ARIEL STRAJMAN REVIVIÓ SU PESADILLA: "QUISIERA PENA DE MUERTE EJECUTADA POR MÍ"
Ariel Strajman, el joven que estuvo secuestrado y sufrió la amputación de uno de sus dedos, tuvo hoy una dura respuesta sobre la pena que le correspondería a sus captores, que demuestra la indignación y el dolor que aún lo envuelven. “Quisiera pena de muerte ejecutada por mí”, afirmó. Momentos antes había revivido la pesadilla sufrida durante su cautiverio y había reconocido a Diego Sibio como uno de sus captores.

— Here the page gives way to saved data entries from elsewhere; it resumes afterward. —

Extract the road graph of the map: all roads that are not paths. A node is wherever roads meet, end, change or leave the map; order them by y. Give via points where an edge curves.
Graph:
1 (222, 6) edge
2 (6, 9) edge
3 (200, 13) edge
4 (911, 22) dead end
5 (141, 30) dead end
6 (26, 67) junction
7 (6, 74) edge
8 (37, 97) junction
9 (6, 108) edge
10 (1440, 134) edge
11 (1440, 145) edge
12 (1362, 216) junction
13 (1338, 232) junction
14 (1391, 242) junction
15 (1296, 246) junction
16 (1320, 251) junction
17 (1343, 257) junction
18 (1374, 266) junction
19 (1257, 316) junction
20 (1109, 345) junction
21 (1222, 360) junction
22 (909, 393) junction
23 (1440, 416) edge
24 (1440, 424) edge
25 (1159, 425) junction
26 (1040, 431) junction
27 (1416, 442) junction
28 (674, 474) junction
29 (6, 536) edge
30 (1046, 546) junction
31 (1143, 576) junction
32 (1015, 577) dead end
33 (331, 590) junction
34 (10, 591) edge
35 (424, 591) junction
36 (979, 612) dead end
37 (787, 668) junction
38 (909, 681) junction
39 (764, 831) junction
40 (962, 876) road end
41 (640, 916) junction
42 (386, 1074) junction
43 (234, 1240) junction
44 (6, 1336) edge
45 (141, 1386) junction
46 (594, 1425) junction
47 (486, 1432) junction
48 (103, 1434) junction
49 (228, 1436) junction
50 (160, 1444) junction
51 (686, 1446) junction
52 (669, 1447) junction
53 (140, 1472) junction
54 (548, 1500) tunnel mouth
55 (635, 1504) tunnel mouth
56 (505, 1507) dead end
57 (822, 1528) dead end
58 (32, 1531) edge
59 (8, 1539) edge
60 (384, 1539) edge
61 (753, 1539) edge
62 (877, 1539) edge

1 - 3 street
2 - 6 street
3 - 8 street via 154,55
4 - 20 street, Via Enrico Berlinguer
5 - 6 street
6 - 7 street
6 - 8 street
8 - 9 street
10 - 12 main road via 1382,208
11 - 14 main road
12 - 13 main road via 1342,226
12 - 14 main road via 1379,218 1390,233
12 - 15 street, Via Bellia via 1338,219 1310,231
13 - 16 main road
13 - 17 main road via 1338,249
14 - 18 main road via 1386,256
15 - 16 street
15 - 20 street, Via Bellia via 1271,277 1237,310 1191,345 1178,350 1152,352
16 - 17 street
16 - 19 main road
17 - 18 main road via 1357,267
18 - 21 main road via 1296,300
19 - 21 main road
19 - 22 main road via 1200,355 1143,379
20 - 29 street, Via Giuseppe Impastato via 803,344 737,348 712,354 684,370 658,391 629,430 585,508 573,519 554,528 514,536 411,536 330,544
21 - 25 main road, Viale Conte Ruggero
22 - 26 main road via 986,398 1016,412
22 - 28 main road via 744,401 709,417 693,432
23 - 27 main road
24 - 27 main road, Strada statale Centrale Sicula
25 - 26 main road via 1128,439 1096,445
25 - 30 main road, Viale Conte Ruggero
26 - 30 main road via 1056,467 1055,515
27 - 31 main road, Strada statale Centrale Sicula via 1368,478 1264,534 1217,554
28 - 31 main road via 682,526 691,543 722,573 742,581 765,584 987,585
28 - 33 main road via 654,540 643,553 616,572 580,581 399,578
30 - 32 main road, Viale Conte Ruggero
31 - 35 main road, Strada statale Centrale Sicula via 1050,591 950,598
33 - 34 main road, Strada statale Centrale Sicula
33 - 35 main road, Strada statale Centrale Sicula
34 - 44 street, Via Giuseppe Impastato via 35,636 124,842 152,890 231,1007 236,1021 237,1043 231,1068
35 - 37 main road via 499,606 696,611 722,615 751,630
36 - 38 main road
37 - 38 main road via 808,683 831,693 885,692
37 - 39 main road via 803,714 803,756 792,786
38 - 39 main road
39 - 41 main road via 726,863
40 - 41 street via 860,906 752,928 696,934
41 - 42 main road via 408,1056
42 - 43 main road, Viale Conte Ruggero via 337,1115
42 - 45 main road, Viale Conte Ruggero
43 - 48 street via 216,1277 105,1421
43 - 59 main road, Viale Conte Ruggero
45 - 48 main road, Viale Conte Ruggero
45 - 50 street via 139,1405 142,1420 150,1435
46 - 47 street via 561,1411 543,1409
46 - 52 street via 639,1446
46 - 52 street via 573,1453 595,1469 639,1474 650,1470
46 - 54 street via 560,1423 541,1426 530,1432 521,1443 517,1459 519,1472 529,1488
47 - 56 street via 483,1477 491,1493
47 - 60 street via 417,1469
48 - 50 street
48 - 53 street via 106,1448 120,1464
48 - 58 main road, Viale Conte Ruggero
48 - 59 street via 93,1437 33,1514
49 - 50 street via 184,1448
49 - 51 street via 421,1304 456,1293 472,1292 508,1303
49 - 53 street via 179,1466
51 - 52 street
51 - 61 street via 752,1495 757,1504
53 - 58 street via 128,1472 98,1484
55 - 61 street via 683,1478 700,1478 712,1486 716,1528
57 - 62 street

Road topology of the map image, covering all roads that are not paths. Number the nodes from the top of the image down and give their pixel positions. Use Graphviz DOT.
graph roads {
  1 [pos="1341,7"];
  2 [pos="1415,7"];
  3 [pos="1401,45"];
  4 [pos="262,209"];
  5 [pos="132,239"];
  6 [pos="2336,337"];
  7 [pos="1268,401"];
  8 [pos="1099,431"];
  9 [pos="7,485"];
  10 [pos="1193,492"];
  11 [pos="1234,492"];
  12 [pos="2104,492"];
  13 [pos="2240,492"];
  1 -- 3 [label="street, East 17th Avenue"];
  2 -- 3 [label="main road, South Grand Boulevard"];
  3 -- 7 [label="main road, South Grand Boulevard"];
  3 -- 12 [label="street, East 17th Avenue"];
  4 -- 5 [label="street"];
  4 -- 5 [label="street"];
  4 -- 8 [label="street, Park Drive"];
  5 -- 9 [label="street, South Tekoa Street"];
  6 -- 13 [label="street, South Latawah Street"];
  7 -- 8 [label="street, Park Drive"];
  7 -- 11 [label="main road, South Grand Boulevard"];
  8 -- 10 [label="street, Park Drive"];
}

Al término de la audiencia, cuando uno de los periodistas le preguntó si “se haría justicia” aplicándole una pena de 37 años de cárcel a los delincuentes como pidieron sus abogados, Strajman respondió: “Es la máxima que podemos pedir, pero yo pediría pena de muerte ejecutada por mí, o tres millones o diez millones de años”.
El joven afirmó que el episodio le “arruinó la vida”. Y agregó, en referencia a la particularidad de este caso, que “según el fallo que tenga este juicio va a servir como precedente de lo que venga después, tiene que ser ejemplar”.
Strajman reconoció además que “desde hace rato” tiene miedo al salir a la calle, pero aclaró que “la inseguridad es para mí y para todos”.
Durante la tercera audiencia del juicio, Strajman afirmó estar convencido de que su secuestro fue planeado en detalle, y reveló que estuvo cautivo en tres lugares distintos, donde era sometido a torturas físicas y psicológicas. Aseguró que fue quemado en varias oportunidades con la llama de un encendedor, que en una ocasión fue recluido en un sótano con los ojos vendados, y que fue expuesto a constantes amenazas de daños o muerte.
El joven, quien por primera vez declara en el juicio, describió que uno de los captores le dijo: “Dame la mano que te vamos a cortar un dedo”, cosa que efectivamente hizo mientras otros cuatro lo sujetaban, cada uno de una extremidad distinta, y le colocaban un trapo a modo de mordaza que le tapaba la boca.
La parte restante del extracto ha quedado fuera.